French v. State

229 S.E.2d 410 | Ga. | 1976

237 Ga. 620 (1976)
229 S.E.2d 410

FRENCH
v.
THE STATE.

31391.

Supreme Court of Georgia.

Submitted July 30, 1976.
Decided September 28, 1976.

*622 William L. Gower, for appellant.

Lewis R. Slaton, District Attorney, Donald J. Stein, Assistant District Attorney, Arthur K. Bolton, Attorney General, Isaac Byrd, Staff Assistant Attorney General, for appellee.

JORDAN, Justice.

Appellant French and Michael Fortson were jointly tried and convicted of armed robbery and French appeals.

1. The trial court did not err in denying appellant's pre-trial written motion for severance.

2. There was direct eyewitness testimony from one of the victims that appellant was one of the robbers. There is sufficient evidence to support the guilty verdict.

3. At the trial, the state was allowed, over objection, to introduce evidence of independent crimes as similar transactions through the testimony of four witnesses. The witnesses testified to being victims of armed robberies which had various similarities to the one for which the appellant was charged. None of the four witnesses was able to make an in-court identification of appellant. There *621 is no evidence in the record that any of these witnesses ever identified appellant. While it is clear that there was ample evidence to connect appellant's co-defendant with these independent crimes, the most that can be said of the evidence connecting appellant with these crimes is that it showed that in three of the four robberies, one of the men was short. Appellant is short.

Before evidence of independent crimes is admissible two conditions must be satisfied. First, there must be evidence that the defendant was in fact the perpetrator of the independent crime. Second, there must be sufficient similarity or connection between the independent crime and the offense charged, that proof of the former tends to prove the latter. Bacon v. State, 209 Ga. 261 (71 SE2d 615) (1952); Howard v. State, 211 Ga. 186 (84 SE2d 455) (1954).

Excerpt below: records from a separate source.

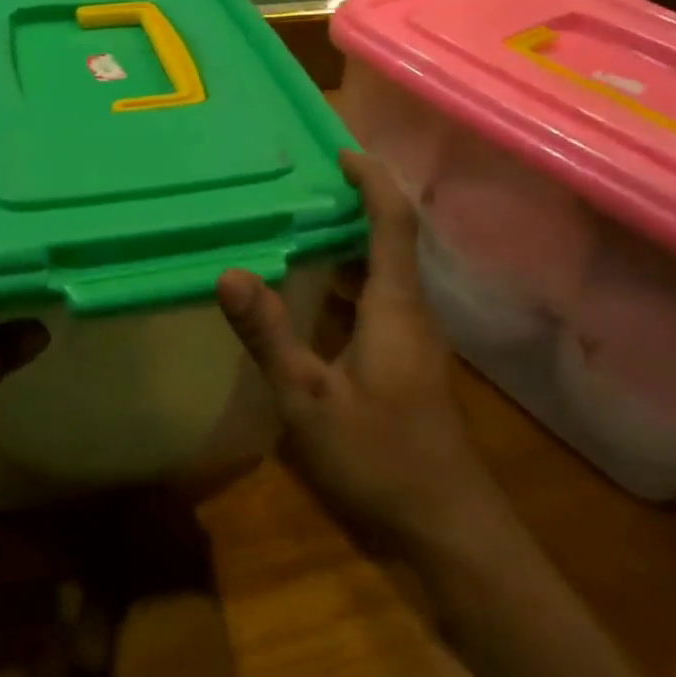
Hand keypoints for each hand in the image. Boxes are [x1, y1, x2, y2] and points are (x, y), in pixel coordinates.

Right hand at [216, 151, 497, 551]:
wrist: (447, 525)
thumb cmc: (380, 456)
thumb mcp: (309, 399)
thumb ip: (270, 335)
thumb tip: (229, 273)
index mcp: (394, 304)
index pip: (391, 221)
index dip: (371, 179)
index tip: (338, 150)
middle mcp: (409, 308)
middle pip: (390, 235)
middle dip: (355, 200)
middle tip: (303, 180)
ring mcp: (411, 334)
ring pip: (384, 266)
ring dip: (350, 237)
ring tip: (299, 219)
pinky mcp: (406, 356)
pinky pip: (379, 294)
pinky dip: (349, 274)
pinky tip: (314, 287)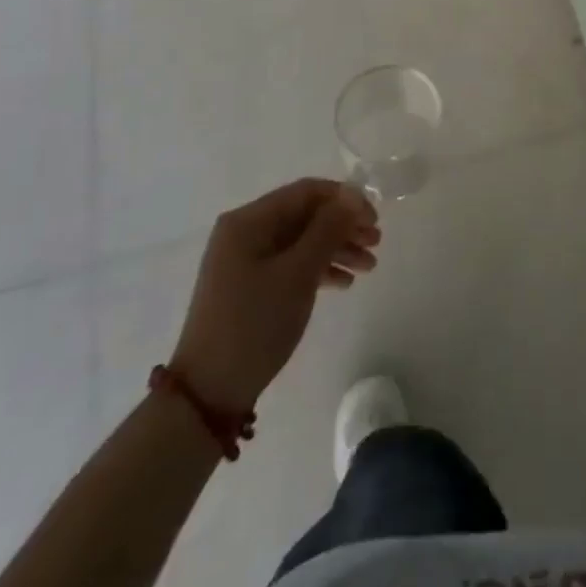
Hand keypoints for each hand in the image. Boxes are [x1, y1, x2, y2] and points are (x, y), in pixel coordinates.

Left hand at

The importance of the first condition has long been recognized by this court: "In order to justify the admission of evidence relating to an independent crime committed by the accused, it is absolutely essential that there should be evidence establishing the fact that the independent crime was committed by the accused..." Cawthon v. State, 119 Ga. 395, 409 (46 SE 897) (1904). Even if we were to find that the requirement of a connection between the independent offenses and the crime charged here was met, we could not find, on this record, that there was sufficient evidence that appellant committed these prior robberies. As noted above, the only evidence of identity to connect appellant with the prior robberies was that both he and one of the culprits in the prior robberies was short. One of the witnesses who stated that he would recognize the shorter robber, if he ever saw him again, was unable to identify appellant as the man. Evidence of independent criminal acts can have a strong impact on the jury. Such evidence may be circumstantial as in Allanson v. State, 235 Ga. 584 (221 SE2d 3) (1975), but it must be more than mere speculation before the exception to Code Ann. § 38-202, recognized in Bacon v. State, supra, becomes applicable. The appellant made a timely objection to the introduction of this evidence and the evidence should have been excluded. We cannot say that the error was harmless.

Judgment reversed. All the Justices concur.